Et soudain la liberté retrace l’histoire d’Evelyne Pisier et de sa mère, deux femmes puissantes en quête de liberté. Une histoire romancée comme l'avait initialement voulu Evelyne et comme a dû le faire Caroline Laurent en raison du décès prématuré d'Evelyne.
Les premières pages sont très émouvantes, relatant la première rencontre entre elles, en quelque sorte l’accouchement du projet du livre dont Caroline Laurent a rendu compte de la genèse il y a quelques jours à Antony (92), auprès des lecteurs de la médiathèque. Je vous invite à lire le billet consacré à ce moment et qui éclaire le roman.
Caroline Laurent est née en 1988. Agrégée de lettres modernes, elle est directrice littéraire aux Escales. Sa rencontre avec Evelyne a signé une amitié. Elle co-signe ici son premier roman.
Evelyne Pisier est née en 1941 en Indochine. Sœur de l’actrice Marie-France Pisier, sa vie résume tous les grands combats de la seconde moitié du XXe siècle : le féminisme, la décolonisation, la révolution cubaine, la lutte contre le racisme, la défense des homosexuels, la critique du totalitarisme… Elle a été l’une des premières femmes agrégées de droit public en France, discipline qu’elle enseigna à l’université Paris-I-Panthéon-Sorbonne. Directrice du Livre et de la Lecture de 1989 à 1993, au ministère de la Culture dirigé par Jack Lang, elle fut également écrivain et scénariste. Elle est décédée en février 2017.

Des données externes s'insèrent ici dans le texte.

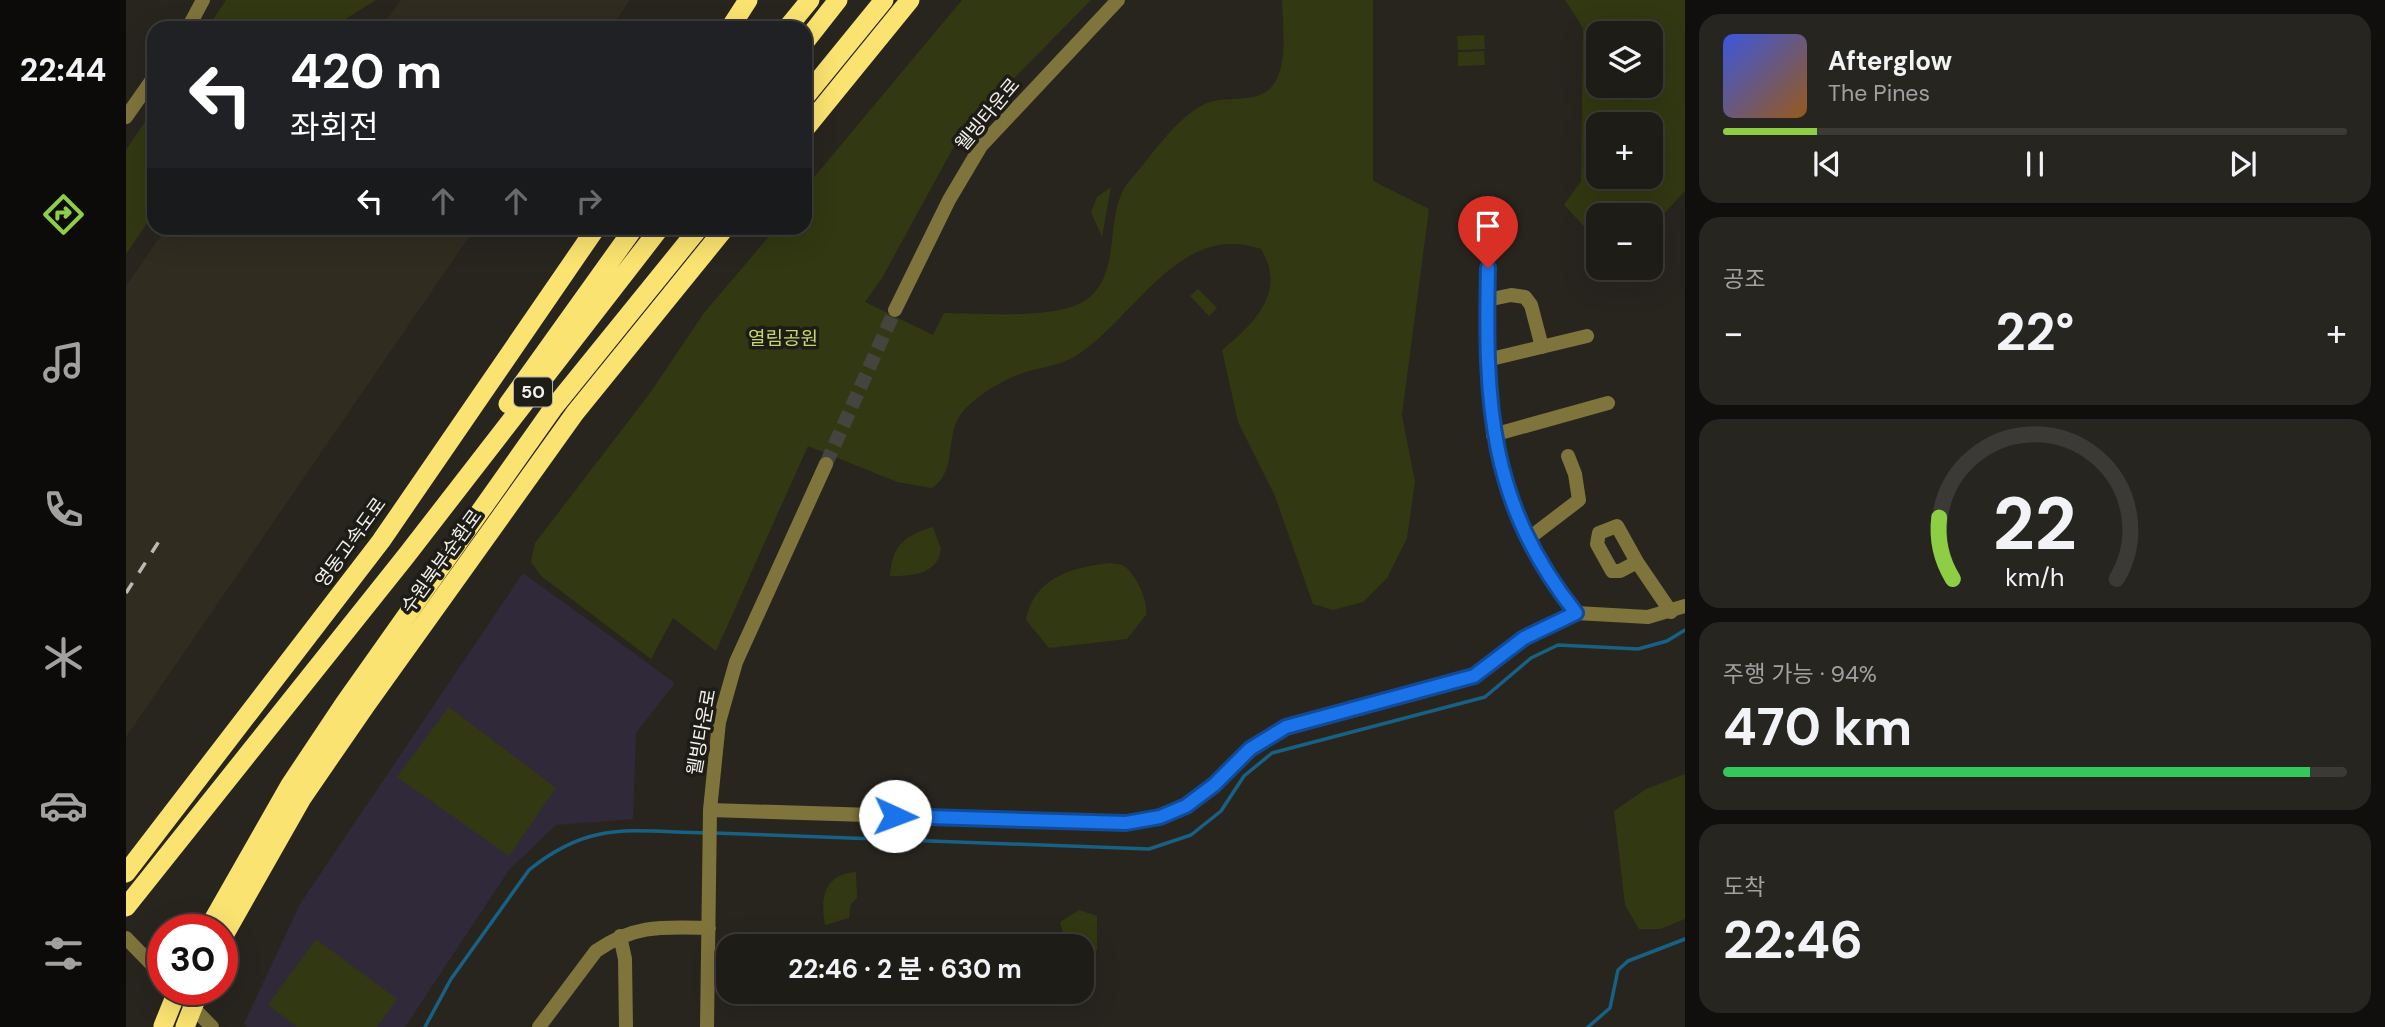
<!DOCTYPE html>
<html lang="ko">
<meta charset="utf-8">
<style>
body{margin:0;font-family:"DM Sans","Noto Sans KR",sans-serif;background:#262520;color:#f1f3f6;height:100vh;display:flex;flex-direction:column;font-size:26px;white-space:nowrap}
*{box-sizing:border-box;margin:0}
p{font-size:23px;color:#a1a1a1}
.icon{flex:none;width:38px;height:38px;fill:none;stroke:currentColor;stroke-width:2;stroke-linecap:round;stroke-linejoin:round}
.map{position:relative;flex:1;overflow:hidden}
.drawer{display:flex;flex-direction:column;gap:14px;padding:14px;background:#100f0d;width:700px}
.drawer>*{flex:none}
.guide{position:absolute;left:21px;top:21px;width:665px;height:214px;border-radius:21px;box-shadow:0 7px 28px #0002,0 0 0 2px #3c3a36;background:#202124;color:#fff;overflow:hidden}
.tools{position:absolute;left:1460px;top:21px;display:grid;gap:14px}
.tools a{display:grid;place-items:center;width:77px;height:77px;border-radius:14px;background:#1e1c17;box-shadow:0 7px 28px #0002,0 0 0 2px #3c3a36;font-size:35px}
.speed{position:absolute;left:21px;top:914px;display:flex;gap:14px;font-size:35px;font-weight:700;text-align:center}
.speed>*{display:grid;place-content:center;width:91px;height:91px;border-radius:50%;background:#1e1c17;box-shadow:0 7px 28px #0002,0 0 0 2px #3c3a36;line-height:1}
.speed .limit{border:10px solid #d22;background:#fff;color:#111}
.pin{position:absolute;display:grid;place-items:center;width:60px;height:60px;color:#fff;margin:-72px -30px;border-radius:50% 50% 50% 0;rotate:-45deg;box-shadow:0 0 7px #0007}
.pin .icon{rotate:45deg}
.me{position:absolute;width:77px;margin:-38px;rotate:92deg;stroke-linejoin:round;filter:drop-shadow(0 0 5px #0008)}
.turn{display:flex;align-items:center;gap:24px;height:147px;padding:0 28px;font-size:32px}
.turn .icon{width:91px;height:91px;stroke-width:2.5}
.turn b{display:block;font-size:49px;line-height:60px}
.lanes{display:flex;align-items:center;height:66px;padding:0 28px;background:#0003;justify-content:center;gap:35px;direction:ltr}
.lanes .off{opacity:.35}
.big{font-size:52px;font-weight:700;line-height:1.1}
.drawer .tile{flex:1;display:flex;flex-direction:column;justify-content:center;gap:10px;min-width:0;padding:0 24px;border-radius:21px;background:#262520}
.drawer .dial{align-items:center;gap:0}
.dial svg{height:182px;overflow:visible;fill:none;stroke:#3c3a36;stroke-width:7;stroke-linecap:round;text-anchor:middle}
.dial text{fill:#f1f3f6;stroke:none}
.song{display:flex;align-items:center;gap:21px}
.cover{width:84px;height:84px;border-radius:10px;background:linear-gradient(135deg,hsl(230 70% 55%),hsl(30 70% 35%))}
.played{height:7px;border-radius:4px;background:linear-gradient(90deg,#8dce44 15%,#3c3a36 15%)}
.keys{display:flex;justify-content:space-around;direction:ltr}
.heat{display:flex;justify-content:space-between;align-items:center;font-size:38px;direction:ltr}
.charge{height:10px;border-radius:5px;background:linear-gradient(90deg,#34c759 94%,#3c3a36 0)}
.trip{position:absolute;left:590px;top:934px;width:378px;height:70px;border-radius:21px;background:#1e1c17;box-shadow:0 7px 28px #0002,0 0 0 2px #3c3a36;font-weight:700;line-height:70px;text-align:center}
main{display:flex;flex:1;min-height:0}
.tabs{display:flex;flex-direction:column;width:126px;justify-content:space-around;align-items:center;background:#0c0b09;color:#a1a1a1}
.tabs .icon{width:49px;height:49px}
.tabs .on{color:#8dce44}
.tabs b{font-size:32px;color:#f1f3f6}
.map>svg:first-child{display:block}
</style>
<main>
<nav class="tabs">
<b>22:44</b>
<svg class="icon on" aria-label="directions" viewBox="0 0 24 24"><path d="M12 3l9 9-9 9-9-9zM9 14v-3h6M13 9l2 2-2 2"/></svg>
<svg class="icon" aria-label="music" viewBox="0 0 24 24"><path d="M9 18V5l10-2v13"/><circle cx="6" cy="18" r="3"/><circle cx="16" cy="16" r="3"/></svg>
<svg class="icon" aria-label="phone" viewBox="0 0 24 24"><path d="M5 4h4l2 5-3 2q2 4 5 5l2-3 5 2v4C11 20 4 13 5 4z"/></svg>
<svg class="icon" aria-label="climate" viewBox="0 0 24 24"><path d="M12 3v18M4 7l16 10M4 17L20 7"/></svg>
<svg class="icon" aria-label="car" viewBox="0 0 24 24"><path d="M5 17H2v-5l4-1 3-4h7l3 4 3 1v5h-3M9 17h6M6 11h13"/><circle cx="7" cy="17" r="2"/><circle cx="17" cy="17" r="2"/></svg>
<svg class="icon" aria-label="filters" viewBox="0 0 24 24"><path d="M4 7h16M4 17h16"/><circle cx="9" cy="7" r="2"/><circle cx="15" cy="17" r="2"/></svg>
</nav>
<div class="map">
<svg width="1559" height="1027" viewBox="0 0 1559 1027">
<rect width="100%" height="100%" fill="#28251f"/>
<path fill="#312c20" d="M 275,0 L 504,0 L 485,28 L 244,28 L 264,16 Z
M 40,228 L 349,228 L 0,737 L 0,286 Z"/>
<path fill="#302939" d="M 397,573 L 549,683 L 510,733 L 507,819 L 430,825 L 383,870 L 279,1027 L 122,1027 L 118,1024 L 174,904 Z"/>
<path fill="#323811" fill-rule="evenodd" d="M 100,0 L 250,0 L 205,28 L 81,28 Z
M 836,0 L 965,0 L 848,119 L 826,150 L 756,278 L 739,302 L 807,335 L 818,313 C 853,313 937,321 964,297 C 997,268 977,211 1004,180 C 1026,156 1049,118 1079,104 C 1096,96 1119,102 1136,94 C 1166,79 1156,27 1156,0 L 1247,0 L 1247,181 L 1303,209 L 1276,415 L 1289,482 L 1281,538 L 1261,578 L 1237,602 L 1207,610 L 1187,604 L 1149,496 L 1112,422 L 1096,350 C 1129,323 1161,292 1135,249 C 1051,221 1008,321 948,357 C 933,365 919,367 903,371 C 880,378 856,392 839,409 C 816,433 834,469 806,488 L 771,482 L 682,446 L 590,651 L 547,618 L 525,659 L 415,576 L 405,562 L 409,543 L 524,393 L 578,313 L 650,228 L 679,228 L 679,188 Z
M 1439,0 L 1559,0 L 1559,191 L 1524,229 L 1524,215 L 1472,215 L 1472,241 L 1438,205 L 1455,181 L 1457,28 ZM 1472,33 L 1524,33 L 1524,86 L 1472,86 ZM 1472,124 L 1524,124 L 1524,177 L 1472,177 Z
M 1358,35 L 1359,49 L 1332,50 L 1331,36 Z
M 1358,51 L 1359,65 L 1332,66 L 1332,52 Z
M 28,108 L 28,213 L 0,254 L 0,150 Z
M 985,187 L 976,237 L 965,212 L 971,197 Z
M 1072,289 L 1091,308 L 1083,316 L 1064,296 Z
M 807,527 L 815,549 C 811,575 786,576 764,576 C 766,545 779,535 807,527 Z
M 985,563 C 986,564 995,564 996,565 C 1009,571 1023,602 1020,615 L 1001,639 L 923,648 L 900,620 C 908,577 947,567 985,563 Z
M 323,707 L 430,788 L 383,856 L 271,777 Z
M 1559,774 L 1559,919 L 1534,929 L 1513,929 L 1499,905 L 1488,811 L 1520,789 Z
M 730,872 L 731,898 L 725,904 L 723,918 L 699,925 C 694,898 698,874 730,872 Z
M 953,910 L 971,916 L 971,950 L 956,955 L 956,947 L 941,947 L 934,922 Z
M 190,939 L 271,999 L 251,1027 L 171,1027 L 142,1005 Z"/>
<g fill="none" stroke-linecap="round" stroke-linejoin="round">
<path stroke="#176185" stroke-width="3.5" d="M 588,833 L 1023,849 L 1065,835 L 1095,811 L 1118,776 L 1146,753 L 1359,697 L 1405,658 L 1432,645 L 1512,649 L 1541,641 L 1559,630
M 299,1027 L 325,979 L 403,870 C 465,819 507,832 581,833
M 1462,1027 L 1484,1008 L 1492,970 L 1502,961 L 1559,939"/>
<path stroke="#46443e" stroke-width="14" stroke-dasharray="14 7" stroke-linecap="butt" d="M 700,464 L 769,310"/>
<path stroke="#7f743c" stroke-width="14" d="M 62,28 L 77,0
M 0,117 L 28,77
M 1362,268 C 1359,403 1362,502 1450,613
M 1361,300 L 1385,295 L 1399,297 L 1405,305 L 1416,347
M 769,310 L 823,200 L 855,146 L 992,0
M 1361,360 L 1461,336
M 1367,435 L 1482,403
M 1402,539 L 1453,500 L 1449,474 L 1442,456
M 1511,562 L 1494,571 L 1486,571 L 1471,544 L 1473,533 L 1491,526 L 1511,562 L 1545,612
M 584,810 L 1000,823 L 1034,817 L 1060,805 L 1088,785 L 1124,749 L 1160,727 L 1348,676 L 1398,638 L 1450,613 L 1522,617 L 1559,606
M 494,936 L 499,959 L 500,1027
M 0,938 L 37,976
M 49,989 L 86,1027
M 413,1027 L 470,951 C 509,924 537,927 583,928
M 581,1027 L 584,810 L 593,722 L 610,662 L 700,464"/>
<path stroke="#fae370" stroke-width="19" d="M 604,28 L 622,0
M 661,28 L 684,0
M 679,42 L 712,0
M 679,97 L 758,0
M 679,129 L 784,0
M 382,404 L 508,228
M 0,873 L 255,541 L 470,228
M 0,907 L 280,556 L 534,228
M 82,929 L 164,785 L 218,704 L 428,407 L 573,228
M 96,939 L 176,798 L 240,705 L 449,413 L 599,228"/>
<path stroke="#bbb9b4" stroke-width="3.5" stroke-dasharray="12 12" stroke-linecap="butt" d="M 0,593 L 37,535"/>
<path stroke="#fae370" stroke-width="19" d="M 37,1026 L 52,989
M 59,1027 L 74,989"/>
</g>
<g fill="none" stroke-linecap="round" stroke-linejoin="round">
<g stroke="#114b97" stroke-width="18">
<path id="route" d="M 769,816 L 1000,823 L 1034,817 L 1060,806 L 1088,785 L 1124,749 L 1160,727 L 1348,676 L 1398,638 L 1450,613 C 1362,502 1359,403 1362,268"/>
</g>
<use href="#route" stroke="#1a73e8" stroke-width="12"/>
</g>
<g text-anchor="middle" stroke-width="7" stroke-linejoin="round" paint-order="stroke">
<rect fill="#1e1c16" stroke="#b3b1ac" stroke-width="2" x="388" y="377.5" width="38" height="29" rx="5"/>
<g font-size="18" font-weight="bold" fill="#f3f1ed">
<text x="407" y="398">50</text>
</g>
<g font-size="19" fill="#f3f1ed" stroke="#1e1c16">
<text transform="translate(861 114) rotate(-50)" y="7">웰빙타운로</text>
<text transform="translate(224 542) rotate(-54)" y="7">영동고속도로</text>
<text transform="translate(315 561) rotate(-54)" y="7">수원북부순환로</text>
<text transform="translate(575 732) rotate(-80)" y="7">웰빙타운로</text>
</g>
<g font-size="19" fill="#c6d965" stroke="#1e1c16">
<text x="657" y="345">열림공원</text>
</g>
</g>
</svg>
<div class="tools">
<a><svg class="icon" aria-label="layers" viewBox="0 0 24 24"><path d="M12 4l9 5-9 5-9-5zM3 14l9 5 9-5"/></svg></a>
<a>+</a>
<a>−</a>
</div>
<div class="speed"><div class="limit">30</div></div>
<div class="pin" style="left:1362px;top:268px;background:#d93025"><svg class="icon" aria-label="arrive" viewBox="0 0 24 24"><path d="M6 21V4h12l-3 4 3 4H6"/></svg></div>
<svg class="me" style="left:769px;top:816px" viewBox="-20 -20 40 40"><circle r="19" fill="#fff"/><path d="M0-13L10 11 0 6-10 11z" fill="#1a73e8"/></svg>
<div class="trip">22:46 · 2 분 · 630 m</div>
<div class="guide">
<div class="turn"><svg class="icon" aria-label="left" viewBox="0 0 24 24"><path d="M17 20v-9H6M10 6l-5 5 5 5"/></svg><div><b>420 m</b>좌회전</div></div>
<div class="lanes"><svg class="icon" aria-label="left" viewBox="0 0 24 24"><path d="M17 20v-9H6M10 6l-5 5 5 5"/></svg><svg class="icon off" aria-label="ahead" viewBox="0 0 24 24"><path d="M12 20V5M6 11l6-6 6 6"/></svg><svg class="icon off" aria-label="ahead" viewBox="0 0 24 24"><path d="M12 20V5M6 11l6-6 6 6"/></svg><svg class="icon off" aria-label="right" viewBox="0 0 24 24"><path d="M7 20v-9h11M14 6l5 5-5 5"/></svg></div>
</div>
</div>
<section class="drawer">
<div class="tile">
<div class="song"><i class="cover"></i><div><b>Afterglow</b><p>The Pines</p></div></div>
<div class="played"></div>
<div class="keys"><svg class="icon" aria-label="previous" viewBox="0 0 24 24"><path d="M18 5L8 12l10 7zM5 5v14"/></svg><svg class="icon" aria-label="pause" viewBox="0 0 24 24"><path d="M8 5v14M16 5v14"/></svg><svg class="icon" aria-label="next" viewBox="0 0 24 24"><path d="M6 5l10 7-10 7zM19 5v14"/></svg></div>
</div>
<div class="tile"><p>공조</p>
<div class="heat"><a>−</a><b class="big">22°</b><a>+</a></div>
</div>
<div class="tile dial"><svg viewBox="0 0 100 80">
<path d="M14 69A42 42 0 1 1 86 69"/>
<path d="M14 69A42 42 0 0 1 8 42" stroke="#8dce44"/>
<text x="50" y="56" font-size="32" font-weight="700">22</text>
<text x="50" y="72" font-size="11">km/h</text>
</svg></div>
<div class="tile"><p>주행 가능 · 94%</p><b class="big">470 km</b><div class="charge"></div></div>
<div class="tile"><p>도착</p><b class="big">22:46</b></div>
</section>
</main>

Et soudain la liberté constitue, de manière volontairement romancée, l'incroyable traversée du XX° siècle, de deux femmes, Evelyne et sa mère, au travers de deux personnages dont les prénoms ont été modifiés.
Le lecteur est également impressionné par l'écriture de Caroline qui, à l'âge de dix ans voulait déjà devenir écrivain mais qui n'a pas osé avant qu'Evelyne ne la pousse à le faire. Son trajet de vie aura transité par le métier d'éditrice.
Elle fait dialoguer d'un chapitre à l'autre l'écriture romancée et ses propres confidences, faisant allusion par exemple (p. 73) à un très joli livre intitulé Comment construire une cathédrale, où Mark Greene distingue "les écrivains des plans et les écrivains des phrases". (…) La grande histoire de Mona et de Lucie relève du plan. Elle est construite, progresse, se nourrit d’actions. Le second récit appartient à la famille des phrases. Il tâtonne, cherche à faire éclater une autre vérité, celle peut-être d’Evelyne Pisier et, en creux, de notre amitié.
Elle révèle une Evelyne féministe convaincue et convaincante, élevé par une mère qui l'était avant elle. Qui a eu l'idée du personnage de la bibliothécaire (p. 164) qui donne à lire Le deuxième sexe à Mona ? On apprend beaucoup plus loin (p. 229) que le personnage a été inventé, mais peut-être pas la révolution que représenta cette lecture, ... si elle a bien eu lieu.
Finis les uniformes, et merci enfin pour le droit au pantalon ! écrit Evelyne dans son premier jet (p.177). Nous sommes en 1956 et depuis la loi de 1800 interdisant le "travestissement des femmes", porter un pantalon était un délit, à moins d’avoir obtenu l’autorisation par la préfecture de police. Cette loi n’a été abrogée qu’en 2013.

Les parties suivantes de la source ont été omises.